The records -
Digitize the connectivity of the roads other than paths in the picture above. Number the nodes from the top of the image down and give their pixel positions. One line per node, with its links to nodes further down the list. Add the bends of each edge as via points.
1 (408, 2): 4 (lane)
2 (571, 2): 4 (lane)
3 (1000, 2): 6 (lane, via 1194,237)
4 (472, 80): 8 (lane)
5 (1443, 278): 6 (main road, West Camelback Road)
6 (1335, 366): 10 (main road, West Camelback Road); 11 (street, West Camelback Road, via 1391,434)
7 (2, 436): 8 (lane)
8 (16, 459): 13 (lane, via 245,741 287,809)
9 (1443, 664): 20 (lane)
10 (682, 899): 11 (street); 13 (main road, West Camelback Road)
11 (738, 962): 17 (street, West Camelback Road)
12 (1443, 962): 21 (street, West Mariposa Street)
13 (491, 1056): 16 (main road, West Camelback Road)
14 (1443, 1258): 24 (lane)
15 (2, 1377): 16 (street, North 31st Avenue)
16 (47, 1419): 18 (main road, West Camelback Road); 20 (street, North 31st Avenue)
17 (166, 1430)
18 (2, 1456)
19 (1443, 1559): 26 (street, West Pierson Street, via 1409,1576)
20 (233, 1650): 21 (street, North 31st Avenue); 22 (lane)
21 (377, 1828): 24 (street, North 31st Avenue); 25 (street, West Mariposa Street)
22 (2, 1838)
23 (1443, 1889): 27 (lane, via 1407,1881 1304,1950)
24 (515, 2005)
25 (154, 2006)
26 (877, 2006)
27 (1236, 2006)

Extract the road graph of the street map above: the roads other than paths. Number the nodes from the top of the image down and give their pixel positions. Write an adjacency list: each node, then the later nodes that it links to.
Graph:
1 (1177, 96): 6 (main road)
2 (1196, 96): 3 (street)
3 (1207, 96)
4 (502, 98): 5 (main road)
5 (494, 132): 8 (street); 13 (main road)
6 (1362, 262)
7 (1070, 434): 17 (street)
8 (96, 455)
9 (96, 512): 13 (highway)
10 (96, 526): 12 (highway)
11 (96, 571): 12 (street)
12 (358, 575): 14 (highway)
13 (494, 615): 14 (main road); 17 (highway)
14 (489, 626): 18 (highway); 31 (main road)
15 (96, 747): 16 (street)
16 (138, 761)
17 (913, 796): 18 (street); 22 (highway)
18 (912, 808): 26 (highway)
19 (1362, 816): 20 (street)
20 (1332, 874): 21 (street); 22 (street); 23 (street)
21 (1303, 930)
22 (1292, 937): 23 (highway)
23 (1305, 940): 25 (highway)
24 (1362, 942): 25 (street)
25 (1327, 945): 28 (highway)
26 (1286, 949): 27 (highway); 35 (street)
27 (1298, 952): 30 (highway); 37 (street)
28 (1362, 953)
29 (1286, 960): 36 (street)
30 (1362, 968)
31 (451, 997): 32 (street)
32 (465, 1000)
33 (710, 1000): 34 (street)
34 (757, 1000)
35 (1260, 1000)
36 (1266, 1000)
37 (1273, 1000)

Task - Could the entire listing be repeated exactly as written?

Response to the task -
Digitize the connectivity of the roads other than paths in the picture above. Number the nodes from the top of the image down and give their pixel positions. One line per node, with its links to nodes further down the list. Add the bends of each edge as via points.
1 (408, 2): 4 (lane)
2 (571, 2): 4 (lane)
3 (1000, 2): 6 (lane, via 1194,237)
4 (472, 80): 8 (lane)
5 (1443, 278): 6 (main road, West Camelback Road)
6 (1335, 366): 10 (main road, West Camelback Road); 11 (street, West Camelback Road, via 1391,434)
7 (2, 436): 8 (lane)
8 (16, 459): 13 (lane, via 245,741 287,809)
9 (1443, 664): 20 (lane)
10 (682, 899): 11 (street); 13 (main road, West Camelback Road)
11 (738, 962): 17 (street, West Camelback Road)
12 (1443, 962): 21 (street, West Mariposa Street)
13 (491, 1056): 16 (main road, West Camelback Road)
14 (1443, 1258): 24 (lane)
15 (2, 1377): 16 (street, North 31st Avenue)
16 (47, 1419): 18 (main road, West Camelback Road); 20 (street, North 31st Avenue)
17 (166, 1430)
18 (2, 1456)
19 (1443, 1559): 26 (street, West Pierson Street, via 1409,1576)
20 (233, 1650): 21 (street, North 31st Avenue); 22 (lane)
21 (377, 1828): 24 (street, North 31st Avenue); 25 (street, West Mariposa Street)
22 (2, 1838)
23 (1443, 1889): 27 (lane, via 1407,1881 1304,1950)
24 (515, 2005)
25 (154, 2006)
26 (877, 2006)
27 (1236, 2006)

Extract the road graph of the street map above: the roads other than paths. Number the nodes from the top of the image down and give their pixel positions. Write an adjacency list: each node, then the later nodes that it links to.
Graph:
1 (1177, 96): 6 (main road)
2 (1196, 96): 3 (street)
3 (1207, 96)
4 (502, 98): 5 (main road)
5 (494, 132): 8 (street); 13 (main road)
6 (1362, 262)
7 (1070, 434): 17 (street)
8 (96, 455)
9 (96, 512): 13 (highway)
10 (96, 526): 12 (highway)
11 (96, 571): 12 (street)
12 (358, 575): 14 (highway)
13 (494, 615): 14 (main road); 17 (highway)
14 (489, 626): 18 (highway); 31 (main road)
15 (96, 747): 16 (street)
16 (138, 761)
17 (913, 796): 18 (street); 22 (highway)
18 (912, 808): 26 (highway)
19 (1362, 816): 20 (street)
20 (1332, 874): 21 (street); 22 (street); 23 (street)
21 (1303, 930)
22 (1292, 937): 23 (highway)
23 (1305, 940): 25 (highway)
24 (1362, 942): 25 (street)
25 (1327, 945): 28 (highway)
26 (1286, 949): 27 (highway); 35 (street)
27 (1298, 952): 30 (highway); 37 (street)
28 (1362, 953)
29 (1286, 960): 36 (street)
30 (1362, 968)
31 (451, 997): 32 (street)
32 (465, 1000)
33 (710, 1000): 34 (street)
34 (757, 1000)
35 (1260, 1000)
36 (1266, 1000)
37 (1273, 1000)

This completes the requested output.